## What the exercise asks
Every record must be restated exactly. Drop the images.

Top of The input

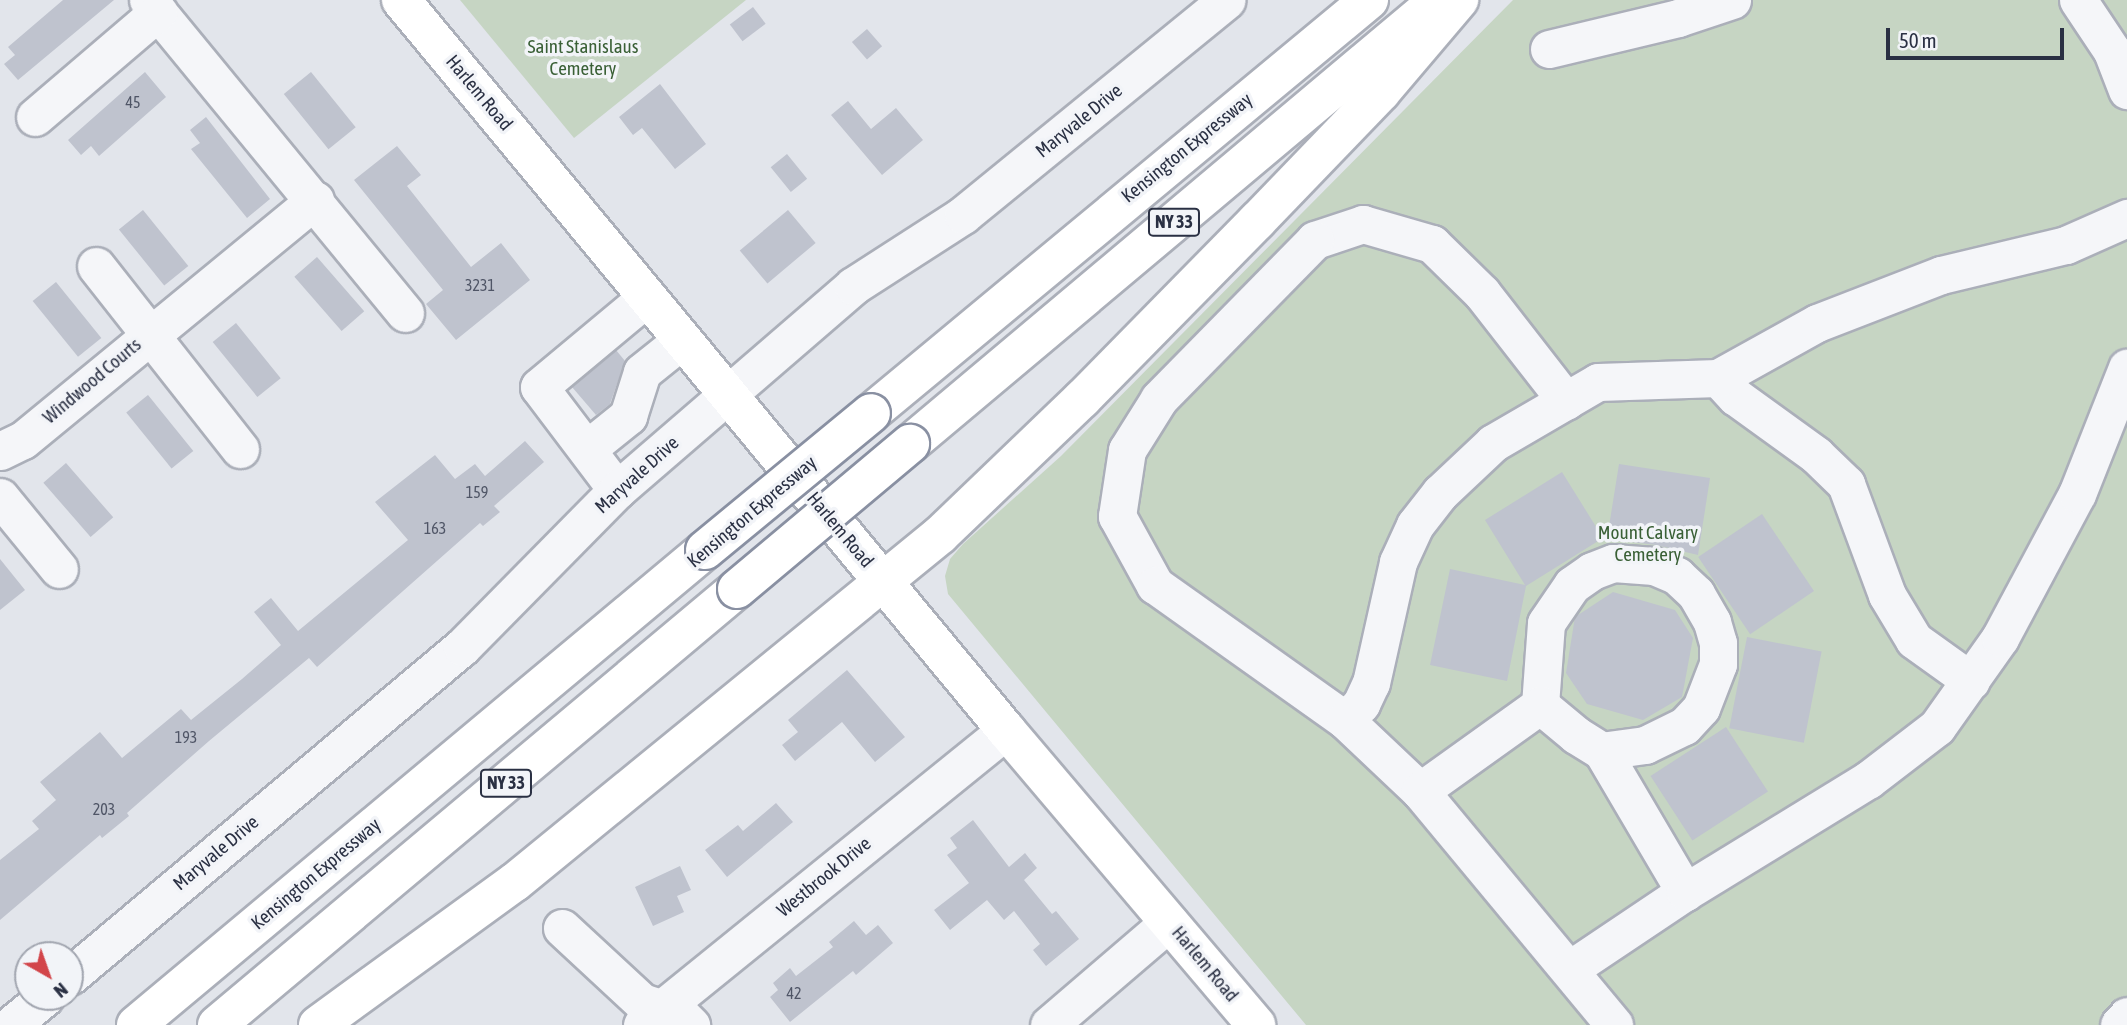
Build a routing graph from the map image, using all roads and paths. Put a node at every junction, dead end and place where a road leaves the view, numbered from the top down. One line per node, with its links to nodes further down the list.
1 (401, 0): 16 (main road, Harlem Road)
2 (1227, 0): 24 (street, Maryvale Drive)
3 (1368, 0): 49 (main road, Kensington Expressway / NY 33, bridge)
4 (1438, 0): 50 (main road, NY 33, bridge)
5 (1459, 0): 32 (main road)
6 (1732, 0): 9 (street)
7 (2078, 0): 10 (street)
8 (153, 6): 12 (street); 13 (street)
9 (1549, 49)
10 (2120, 54): 11 (street)
11 (2127, 90)
12 (35, 117)
13 (314, 200): 17 (street); 19 (street)
14 (2127, 218): 23 (street)
15 (96, 266): 19 (street, Windwood Courts)
16 (647, 297): 18 (street); 20 (main road, Harlem Road)
17 (405, 313)
18 (607, 330): 22 (street); 27 (street)
19 (148, 334): 26 (street); 28 (street, Windwood Courts)
20 (682, 340): 22 (street); 24 (main road, Harlem Road)
21 (2127, 368): 33 (street)
22 (642, 372): 27 (street)
23 (1718, 378): 25 (street); 33 (street)
24 (728, 394): 29 (street, Maryvale Drive); 32 (main road, Harlem Road)
25 (1566, 401): 35 (street); 35 (street)
26 (240, 449)
27 (587, 449): 29 (street)
28 (0, 451)
29 (617, 490): 42 (street, Maryvale Drive)
30 (0, 497): 31 (street)
31 (59, 569)
32 (884, 583): 36 (main road, Harlem Road); 51 (main road)
33 (1971, 681): 39 (street)
34 (1540, 705): 37 (street); 37 (street); 38 (street)
35 (1345, 720): 38 (street)
36 (1006, 730): 40 (main road, Harlem Road); 46 (street, Westbrook Drive)
37 (1602, 751): 39 (street)
38 (1420, 791): 43 (street)
39 (1685, 892): 43 (street)
40 (1168, 922): 47 (main road, Harlem Road); 52 (street)
41 (562, 928): 46 (street)
42 (84, 964)
43 (1570, 969): 53 (street)
44 (28, 1011): 48 (street)
45 (2127, 1016): 54 (street)
46 (665, 1019)
47 (1241, 1020)
48 (11, 1025)
49 (136, 1025)
50 (217, 1025)
51 (318, 1025)
52 (1049, 1025)
53 (1614, 1025)
54 (2119, 1025)

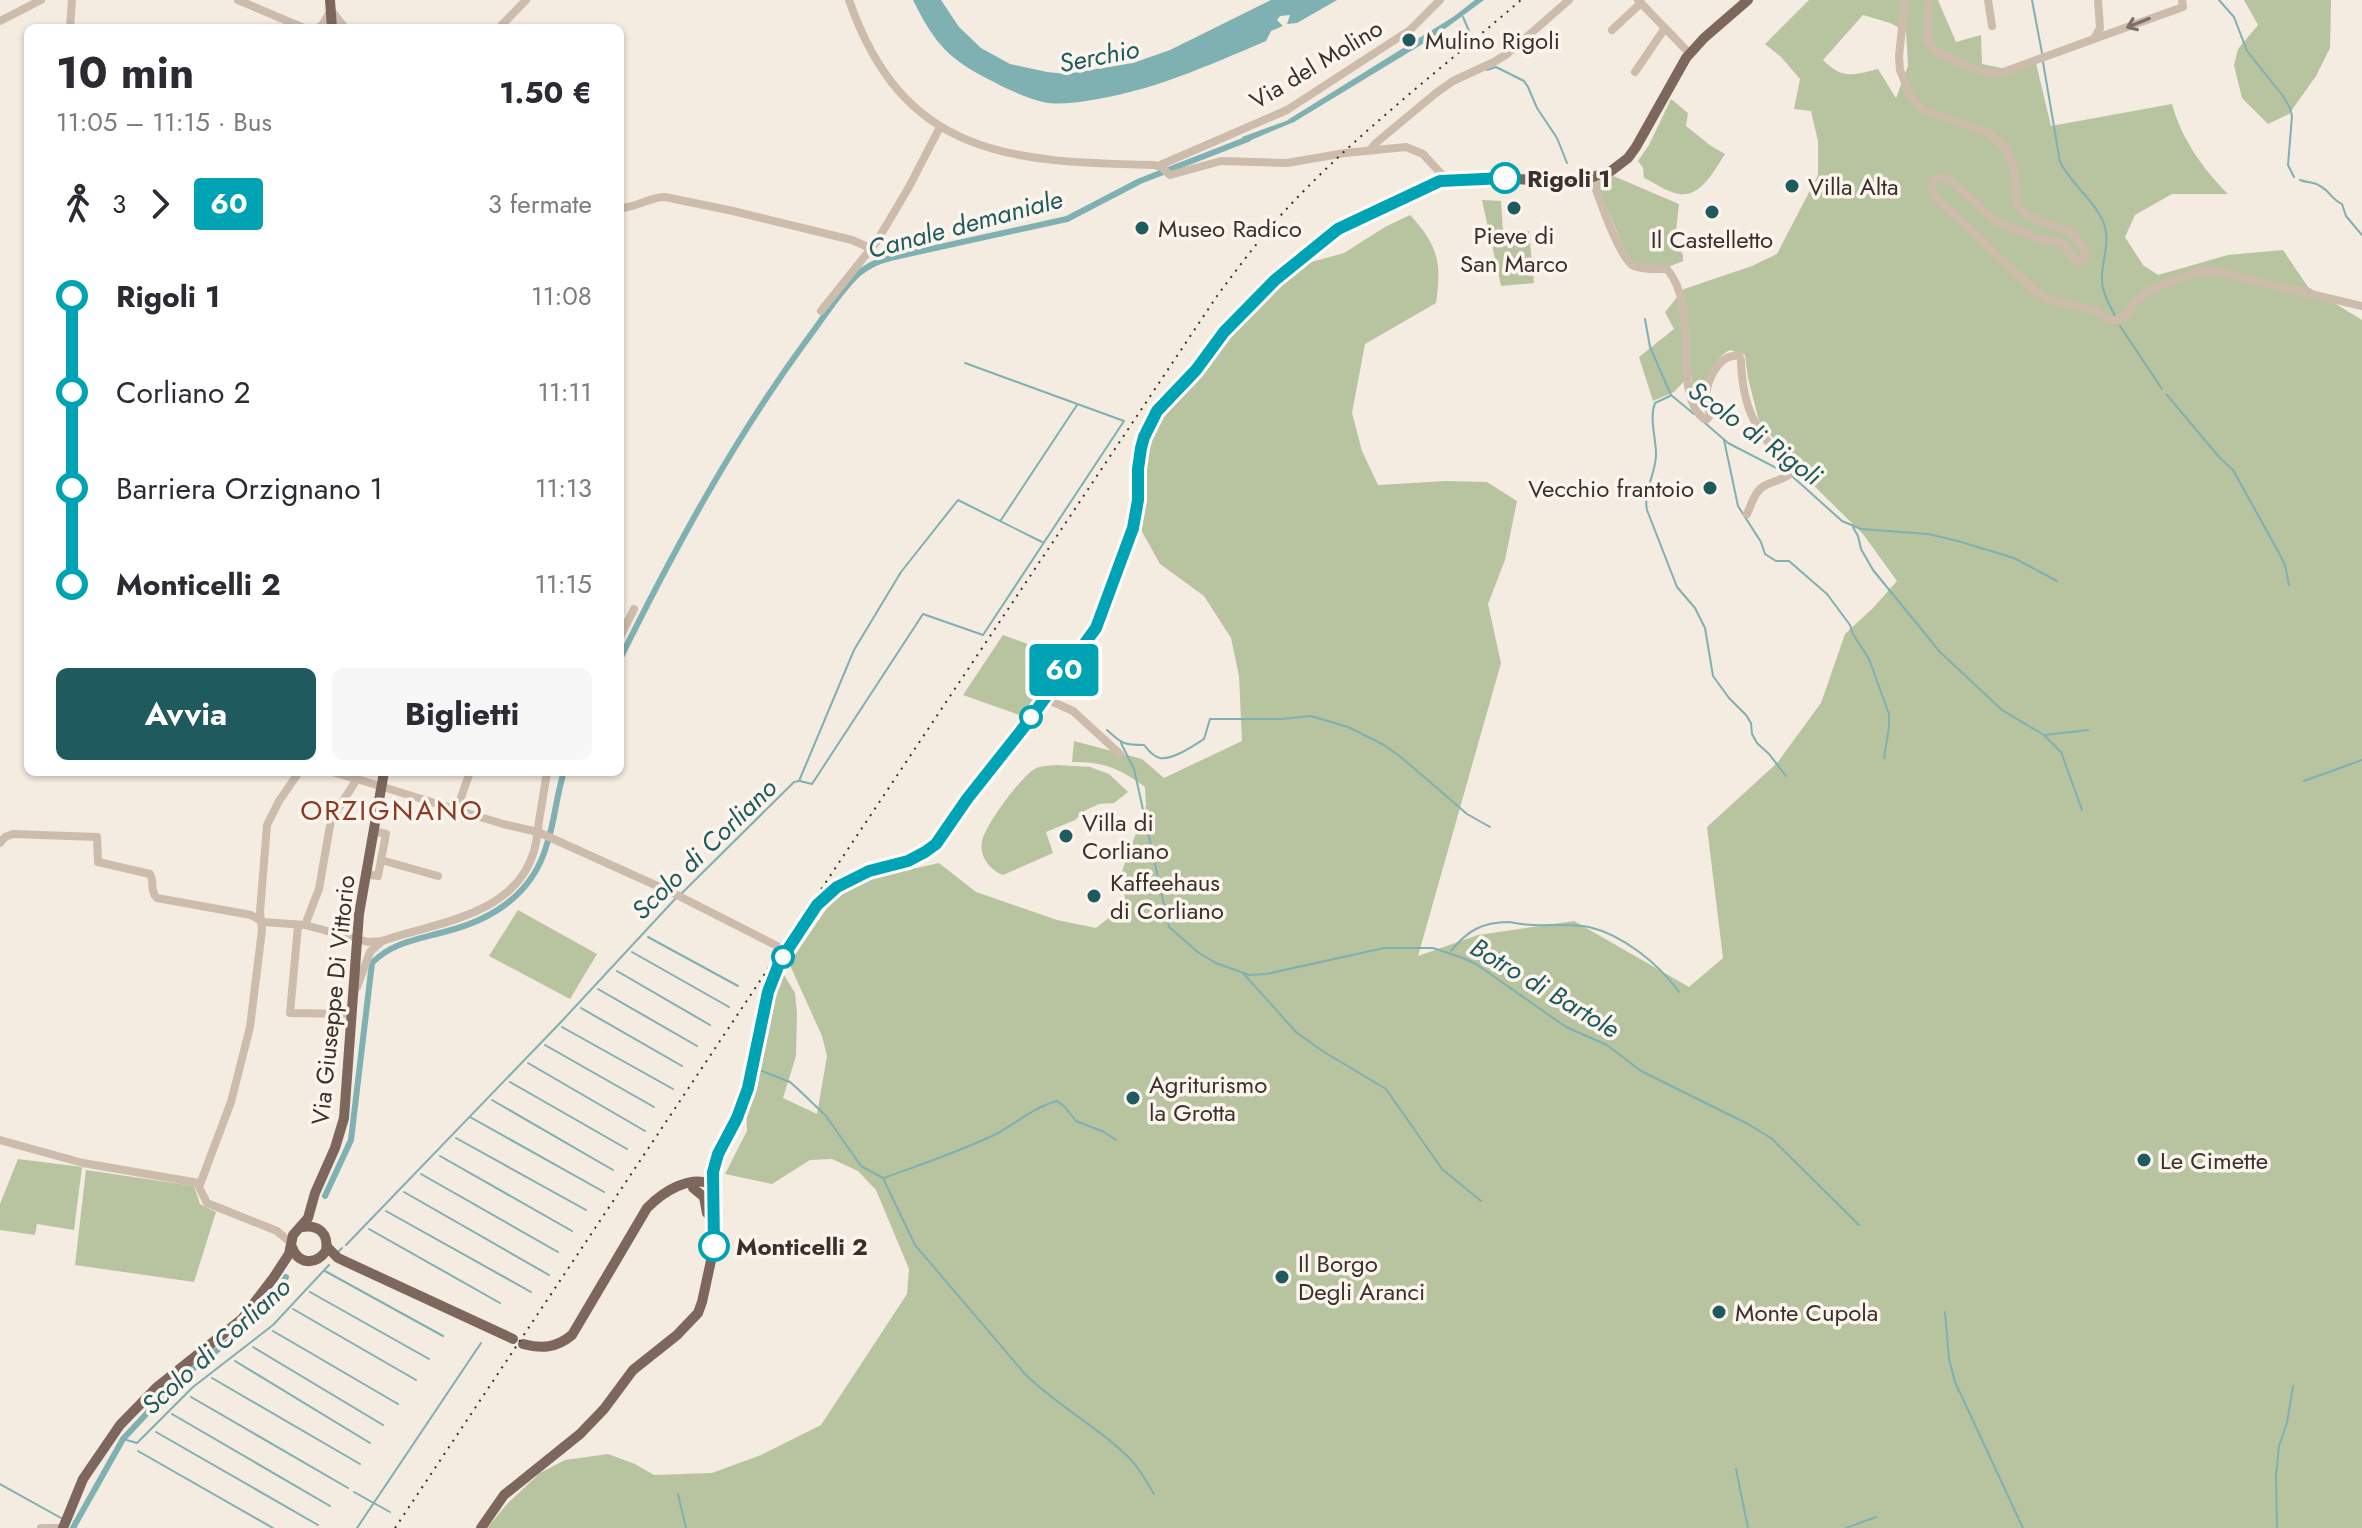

Bottom of The input

## The completed task
Build a routing graph from the map image, using all roads and paths. Put a node at every junction, dead end and place where a road leaves the view, numbered from the top down. One line per node, with its links to nodes further down the list.
1 (401, 0): 16 (main road, Harlem Road)
2 (1227, 0): 24 (street, Maryvale Drive)
3 (1368, 0): 49 (main road, Kensington Expressway / NY 33, bridge)
4 (1438, 0): 50 (main road, NY 33, bridge)
5 (1459, 0): 32 (main road)
6 (1732, 0): 9 (street)
7 (2078, 0): 10 (street)
8 (153, 6): 12 (street); 13 (street)
9 (1549, 49)
10 (2120, 54): 11 (street)
11 (2127, 90)
12 (35, 117)
13 (314, 200): 17 (street); 19 (street)
14 (2127, 218): 23 (street)
15 (96, 266): 19 (street, Windwood Courts)
16 (647, 297): 18 (street); 20 (main road, Harlem Road)
17 (405, 313)
18 (607, 330): 22 (street); 27 (street)
19 (148, 334): 26 (street); 28 (street, Windwood Courts)
20 (682, 340): 22 (street); 24 (main road, Harlem Road)
21 (2127, 368): 33 (street)
22 (642, 372): 27 (street)
23 (1718, 378): 25 (street); 33 (street)
24 (728, 394): 29 (street, Maryvale Drive); 32 (main road, Harlem Road)
25 (1566, 401): 35 (street); 35 (street)
26 (240, 449)
27 (587, 449): 29 (street)
28 (0, 451)
29 (617, 490): 42 (street, Maryvale Drive)
30 (0, 497): 31 (street)
31 (59, 569)
32 (884, 583): 36 (main road, Harlem Road); 51 (main road)
33 (1971, 681): 39 (street)
34 (1540, 705): 37 (street); 37 (street); 38 (street)
35 (1345, 720): 38 (street)
36 (1006, 730): 40 (main road, Harlem Road); 46 (street, Westbrook Drive)
37 (1602, 751): 39 (street)
38 (1420, 791): 43 (street)
39 (1685, 892): 43 (street)
40 (1168, 922): 47 (main road, Harlem Road); 52 (street)
41 (562, 928): 46 (street)
42 (84, 964)
43 (1570, 969): 53 (street)
44 (28, 1011): 48 (street)
45 (2127, 1016): 54 (street)
46 (665, 1019)
47 (1241, 1020)
48 (11, 1025)
49 (136, 1025)
50 (217, 1025)
51 (318, 1025)
52 (1049, 1025)
53 (1614, 1025)
54 (2119, 1025)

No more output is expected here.